# deep_exploration_with_E_network

**Repository Path**: goforfar/deep_exploration_with_E_network

## Basic Information

- **Project Name**: deep_exploration_with_E_network
- **Description**: for eecs 598 class final project
- **Primary Language**: Unknown
- **License**: Not specified
- **Default Branch**: master
- **Homepage**: None
- **GVP Project**: No

## Statistics

- **Stars**: 0
- **Forks**: 0
- **Created**: 2020-06-30
- **Last Updated**: 2020-12-19

## Categories & Tags

**Categories**: Uncategorized

**Tags**: None

## README

#+TITLE: README
#+DATE: <2017-11-11 Sat>
#+AUTHOR: Jiaxuan Wang
#+EMAIL: jiaxuan@umich
#+OPTIONS: ':nil *:t -:t ::t <:t H:3 \n:nil ^:t arch:headline author:t c:nil
#+OPTIONS: creator:comment d:(not "LOGBOOK") date:t e:t email:nil f:t inline:t
#+OPTIONS: num:t p:nil pri:nil stat:t tags:t tasks:t tex:t timestamp:t toc:nil
#+OPTIONS: todo:t |:t
#+CREATOR: Emacs 25.1.1 (Org mode 8.2.10)
#+DESCRIPTION:
#+EXCLUDE_TAGS: noexport
#+KEYWORDS:
#+LANGUAGE: en
#+SELECT_TAGS: export

* Purpose

Reproduce results in ICLR submission DORA

* Running the code

To reproduce the results in our reproduction workshop paper, please read the
following setup

** Function approximation

The code has multiple arguments that you can pass in (e.g., to use Dora or DQN,
to use epsilon greedy or softmax, to render the environment or not, choose the 
environment to run). You can read about the options by running

#+BEGIN_SRC bash
python main.py -h
#+END_SRC

An example run using mountain car environment with the paper's setting is

#+BEGIN_SRC bash
python main.py -m dora -a softmax -g mountain_car
#+END_SRC

To repeat code in parralel using the same setting, run

#+BEGIN_SRC bash
python run_parallel.py -m dora -a softmax -g mountain_car
#+END_SRC

by default, this repeat 10 runs of the same experiment

** Tabular setting

Please refer to env/readme.txt

* register the bridge environment

get your gym file location, call it gym/

#+BEGIN_SRC python :results output
import gym
import os
print(os.path.dirname(gym.__file__))
#+END_SRC

then add the following line to ~gym/envs/__init__.py~

#+BEGIN_SRC python
register(
    id="BridgeEnv-v0",
    entry_point="gym.envs.bridge.bridge:BridgeEnv",
)
register(
    id="BridgeLargeEnv-v0",
    entry_point="gym.envs.bridge.bridge:BridgeLargeEnv",
)
#+END_SRC

then make a directory in ~gym/envs/bridge~ and put ~env/bridge.py~ in that directory

To run the code

#+BEGIN_SRC python
import gym
env_small = gym.make("BridgeEnv-v0")
env_large = gym.make("BridgeLargeEnv-v0")
#+END_SRC

#+RESULTS:
: None


* Conclusion of our replication

We verified that DORA is working in the tabular setting. However, DORA's
experiments using function approximation put DQN into a disadvantageous position
(not a fair comparison). We are able to adjust the setting to get much better
result using DQN.

For replication of our setting, switch to branch openai (named by referencing
[[https://github.com/openai/baselines/blob/master/baselines/deepq/experiments/train_mountaincar.py][openai setting]]), and execute

#+BEGIN_SRC bash
python main.py -m dqn -g mountain_car.py -l logs
#+END_SRC

Then ~logs/dqn_default.pkl~ caches the rewards of this run.
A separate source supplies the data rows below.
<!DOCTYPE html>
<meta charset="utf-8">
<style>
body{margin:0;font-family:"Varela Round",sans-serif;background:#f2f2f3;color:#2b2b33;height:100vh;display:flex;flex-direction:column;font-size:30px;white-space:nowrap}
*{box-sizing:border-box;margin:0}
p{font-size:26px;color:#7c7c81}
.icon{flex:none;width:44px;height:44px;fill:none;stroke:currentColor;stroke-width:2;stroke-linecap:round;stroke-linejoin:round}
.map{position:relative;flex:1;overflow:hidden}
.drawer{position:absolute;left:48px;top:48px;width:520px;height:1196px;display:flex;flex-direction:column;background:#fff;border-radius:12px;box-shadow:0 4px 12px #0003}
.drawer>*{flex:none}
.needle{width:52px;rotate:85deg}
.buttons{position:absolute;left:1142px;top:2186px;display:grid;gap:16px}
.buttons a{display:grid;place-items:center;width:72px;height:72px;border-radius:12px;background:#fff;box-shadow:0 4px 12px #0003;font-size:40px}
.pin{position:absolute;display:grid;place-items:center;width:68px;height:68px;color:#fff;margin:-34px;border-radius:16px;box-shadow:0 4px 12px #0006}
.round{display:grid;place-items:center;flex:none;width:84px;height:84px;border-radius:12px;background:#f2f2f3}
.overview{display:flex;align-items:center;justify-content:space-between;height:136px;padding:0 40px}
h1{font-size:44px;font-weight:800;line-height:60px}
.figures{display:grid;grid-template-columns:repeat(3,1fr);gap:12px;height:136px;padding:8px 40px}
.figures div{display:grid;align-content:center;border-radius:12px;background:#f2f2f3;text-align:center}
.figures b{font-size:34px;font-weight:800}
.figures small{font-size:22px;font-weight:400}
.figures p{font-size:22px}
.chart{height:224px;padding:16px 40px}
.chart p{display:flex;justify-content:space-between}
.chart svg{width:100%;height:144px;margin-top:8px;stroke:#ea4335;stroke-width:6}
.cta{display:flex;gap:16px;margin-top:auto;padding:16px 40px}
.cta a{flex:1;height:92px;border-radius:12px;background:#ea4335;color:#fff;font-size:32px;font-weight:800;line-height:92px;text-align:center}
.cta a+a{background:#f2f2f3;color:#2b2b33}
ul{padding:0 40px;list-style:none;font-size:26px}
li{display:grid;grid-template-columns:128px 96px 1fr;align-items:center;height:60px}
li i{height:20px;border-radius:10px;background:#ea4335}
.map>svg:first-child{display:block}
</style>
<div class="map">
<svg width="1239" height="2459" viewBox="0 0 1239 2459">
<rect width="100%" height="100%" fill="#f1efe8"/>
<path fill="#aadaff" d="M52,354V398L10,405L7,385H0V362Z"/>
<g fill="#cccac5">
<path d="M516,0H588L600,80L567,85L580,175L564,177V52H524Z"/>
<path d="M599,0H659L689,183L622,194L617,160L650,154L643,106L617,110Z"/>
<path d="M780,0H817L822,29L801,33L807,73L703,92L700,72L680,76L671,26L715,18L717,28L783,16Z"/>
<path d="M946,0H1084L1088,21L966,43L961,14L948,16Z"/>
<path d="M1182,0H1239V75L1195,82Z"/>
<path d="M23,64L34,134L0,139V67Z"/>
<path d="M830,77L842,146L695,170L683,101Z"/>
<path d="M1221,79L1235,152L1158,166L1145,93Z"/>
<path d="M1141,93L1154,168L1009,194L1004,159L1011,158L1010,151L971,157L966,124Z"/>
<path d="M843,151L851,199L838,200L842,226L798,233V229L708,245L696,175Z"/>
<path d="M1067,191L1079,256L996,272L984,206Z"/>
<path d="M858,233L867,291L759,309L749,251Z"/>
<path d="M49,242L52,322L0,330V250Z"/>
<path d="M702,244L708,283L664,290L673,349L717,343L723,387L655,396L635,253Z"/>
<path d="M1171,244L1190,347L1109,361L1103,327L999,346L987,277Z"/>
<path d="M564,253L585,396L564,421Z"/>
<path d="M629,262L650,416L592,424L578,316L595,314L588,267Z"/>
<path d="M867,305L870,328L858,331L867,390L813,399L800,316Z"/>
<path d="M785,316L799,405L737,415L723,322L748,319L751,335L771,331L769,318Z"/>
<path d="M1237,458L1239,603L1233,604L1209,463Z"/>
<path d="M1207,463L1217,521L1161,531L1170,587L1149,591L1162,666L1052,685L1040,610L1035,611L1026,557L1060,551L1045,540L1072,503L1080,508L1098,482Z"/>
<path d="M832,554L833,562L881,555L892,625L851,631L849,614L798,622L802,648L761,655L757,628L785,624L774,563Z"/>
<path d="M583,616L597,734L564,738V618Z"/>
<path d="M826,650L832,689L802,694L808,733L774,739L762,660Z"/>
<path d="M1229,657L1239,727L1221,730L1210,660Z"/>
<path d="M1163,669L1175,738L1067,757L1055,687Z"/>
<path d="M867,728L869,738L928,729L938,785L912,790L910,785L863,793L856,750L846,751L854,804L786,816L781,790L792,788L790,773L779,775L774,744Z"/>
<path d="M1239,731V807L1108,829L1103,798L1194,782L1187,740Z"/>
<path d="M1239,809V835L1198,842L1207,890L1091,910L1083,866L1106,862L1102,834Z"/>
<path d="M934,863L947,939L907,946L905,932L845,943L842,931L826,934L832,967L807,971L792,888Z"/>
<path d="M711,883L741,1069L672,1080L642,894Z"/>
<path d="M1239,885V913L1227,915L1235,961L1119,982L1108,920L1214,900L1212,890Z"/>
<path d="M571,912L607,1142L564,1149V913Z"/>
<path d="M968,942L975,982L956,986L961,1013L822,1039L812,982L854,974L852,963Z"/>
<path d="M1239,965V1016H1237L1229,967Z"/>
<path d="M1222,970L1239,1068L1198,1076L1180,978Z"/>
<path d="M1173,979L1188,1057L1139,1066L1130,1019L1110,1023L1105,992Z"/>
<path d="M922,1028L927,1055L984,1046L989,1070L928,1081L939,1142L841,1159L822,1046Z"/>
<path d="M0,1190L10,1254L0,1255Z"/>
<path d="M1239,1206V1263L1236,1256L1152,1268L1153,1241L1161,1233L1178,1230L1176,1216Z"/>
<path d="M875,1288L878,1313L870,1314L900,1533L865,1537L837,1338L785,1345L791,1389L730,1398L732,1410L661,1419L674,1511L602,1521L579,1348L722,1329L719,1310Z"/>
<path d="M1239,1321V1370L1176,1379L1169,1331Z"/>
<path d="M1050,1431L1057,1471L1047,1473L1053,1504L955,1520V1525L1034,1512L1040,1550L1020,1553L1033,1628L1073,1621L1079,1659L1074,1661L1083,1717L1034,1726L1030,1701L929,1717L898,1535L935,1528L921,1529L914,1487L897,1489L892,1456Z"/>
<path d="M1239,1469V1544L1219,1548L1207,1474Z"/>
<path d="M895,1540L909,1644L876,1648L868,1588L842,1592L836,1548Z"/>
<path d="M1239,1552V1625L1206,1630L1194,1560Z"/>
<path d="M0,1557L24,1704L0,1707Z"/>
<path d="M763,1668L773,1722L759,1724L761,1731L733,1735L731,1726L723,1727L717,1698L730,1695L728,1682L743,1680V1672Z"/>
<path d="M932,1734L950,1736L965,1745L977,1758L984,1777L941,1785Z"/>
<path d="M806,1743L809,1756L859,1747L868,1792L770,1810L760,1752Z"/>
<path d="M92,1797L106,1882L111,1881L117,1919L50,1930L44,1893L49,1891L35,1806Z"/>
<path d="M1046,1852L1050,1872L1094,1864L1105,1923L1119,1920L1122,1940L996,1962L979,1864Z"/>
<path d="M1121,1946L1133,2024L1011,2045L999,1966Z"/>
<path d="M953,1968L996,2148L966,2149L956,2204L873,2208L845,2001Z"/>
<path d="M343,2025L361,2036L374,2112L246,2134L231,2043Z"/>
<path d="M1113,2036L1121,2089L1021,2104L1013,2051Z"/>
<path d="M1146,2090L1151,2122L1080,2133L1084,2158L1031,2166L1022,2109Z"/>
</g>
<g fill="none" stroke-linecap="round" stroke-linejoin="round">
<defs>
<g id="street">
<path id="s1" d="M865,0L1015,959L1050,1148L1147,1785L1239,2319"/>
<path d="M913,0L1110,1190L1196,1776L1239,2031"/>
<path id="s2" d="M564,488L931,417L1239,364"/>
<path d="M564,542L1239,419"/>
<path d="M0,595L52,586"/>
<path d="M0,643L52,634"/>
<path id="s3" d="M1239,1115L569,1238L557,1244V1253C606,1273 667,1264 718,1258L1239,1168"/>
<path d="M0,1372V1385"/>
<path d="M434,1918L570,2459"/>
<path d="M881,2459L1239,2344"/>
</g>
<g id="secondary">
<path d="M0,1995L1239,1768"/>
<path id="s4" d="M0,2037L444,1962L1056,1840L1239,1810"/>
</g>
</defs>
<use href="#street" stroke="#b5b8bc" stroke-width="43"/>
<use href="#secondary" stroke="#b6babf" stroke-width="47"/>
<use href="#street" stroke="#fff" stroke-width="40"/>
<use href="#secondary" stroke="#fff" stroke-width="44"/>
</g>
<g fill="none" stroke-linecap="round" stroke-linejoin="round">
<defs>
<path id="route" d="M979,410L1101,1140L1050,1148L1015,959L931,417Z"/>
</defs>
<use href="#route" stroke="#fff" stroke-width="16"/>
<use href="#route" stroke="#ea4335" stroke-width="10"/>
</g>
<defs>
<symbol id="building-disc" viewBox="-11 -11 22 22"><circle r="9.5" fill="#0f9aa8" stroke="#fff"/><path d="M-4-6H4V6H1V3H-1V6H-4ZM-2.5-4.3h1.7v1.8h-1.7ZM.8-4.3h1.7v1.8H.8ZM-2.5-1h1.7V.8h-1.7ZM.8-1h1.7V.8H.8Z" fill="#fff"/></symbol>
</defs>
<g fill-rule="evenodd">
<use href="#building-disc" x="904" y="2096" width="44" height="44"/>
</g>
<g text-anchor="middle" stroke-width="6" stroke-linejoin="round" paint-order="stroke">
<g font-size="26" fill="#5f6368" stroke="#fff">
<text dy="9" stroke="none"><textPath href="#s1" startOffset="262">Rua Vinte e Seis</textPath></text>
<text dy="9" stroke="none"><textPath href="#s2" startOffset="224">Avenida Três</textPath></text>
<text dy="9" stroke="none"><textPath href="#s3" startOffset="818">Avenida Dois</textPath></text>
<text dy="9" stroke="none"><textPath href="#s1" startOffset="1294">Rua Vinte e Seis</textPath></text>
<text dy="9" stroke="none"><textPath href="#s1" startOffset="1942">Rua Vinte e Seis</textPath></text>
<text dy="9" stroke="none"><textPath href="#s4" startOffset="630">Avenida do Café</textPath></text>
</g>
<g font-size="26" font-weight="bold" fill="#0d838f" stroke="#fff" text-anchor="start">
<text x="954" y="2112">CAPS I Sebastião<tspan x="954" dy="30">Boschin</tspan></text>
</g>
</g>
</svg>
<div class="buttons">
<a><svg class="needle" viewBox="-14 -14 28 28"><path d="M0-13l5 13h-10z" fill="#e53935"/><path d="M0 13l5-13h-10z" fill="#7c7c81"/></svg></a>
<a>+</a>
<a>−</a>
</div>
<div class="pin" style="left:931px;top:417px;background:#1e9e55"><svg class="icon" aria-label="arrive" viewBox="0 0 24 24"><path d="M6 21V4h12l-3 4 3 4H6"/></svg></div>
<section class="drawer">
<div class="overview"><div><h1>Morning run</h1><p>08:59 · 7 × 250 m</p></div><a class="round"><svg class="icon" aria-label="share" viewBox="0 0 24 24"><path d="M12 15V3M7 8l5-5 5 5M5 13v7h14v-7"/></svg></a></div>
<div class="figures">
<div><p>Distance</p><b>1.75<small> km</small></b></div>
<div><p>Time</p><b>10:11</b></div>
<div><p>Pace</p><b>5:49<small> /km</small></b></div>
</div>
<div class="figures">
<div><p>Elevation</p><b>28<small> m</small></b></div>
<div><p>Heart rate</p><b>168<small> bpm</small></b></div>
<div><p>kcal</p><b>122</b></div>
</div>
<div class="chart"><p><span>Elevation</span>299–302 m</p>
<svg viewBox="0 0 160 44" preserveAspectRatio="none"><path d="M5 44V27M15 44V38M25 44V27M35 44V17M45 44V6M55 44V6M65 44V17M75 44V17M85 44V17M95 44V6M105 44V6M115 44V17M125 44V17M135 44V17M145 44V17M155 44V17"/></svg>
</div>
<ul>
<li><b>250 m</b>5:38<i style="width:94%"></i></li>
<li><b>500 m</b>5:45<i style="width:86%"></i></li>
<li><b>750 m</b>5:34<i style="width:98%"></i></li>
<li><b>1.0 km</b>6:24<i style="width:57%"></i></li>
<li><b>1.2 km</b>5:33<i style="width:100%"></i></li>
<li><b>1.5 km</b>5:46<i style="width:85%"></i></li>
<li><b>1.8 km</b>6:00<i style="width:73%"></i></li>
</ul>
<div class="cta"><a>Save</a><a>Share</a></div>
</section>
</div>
You should be able
to verify it worked by executing code in ~plot.ipynb~

* Authors Response

Authours response and the whole openreview process can be found here:
https://openreview.net/forum?id=ry1arUgCW

In short, the first experiment needed crucial fixes but basically the problem was changed so no agent converged at all (not that E values were worse, just with no change). Fixing the problem allowed replicatin.
On the different problem it was still the case that E values were better on average, even though an example could be found in which a single DQN run was better than a single E values based run. 
Additionally, freeway experiments were added to the paper replicating the results on another problem (not found in the replication due to the review process).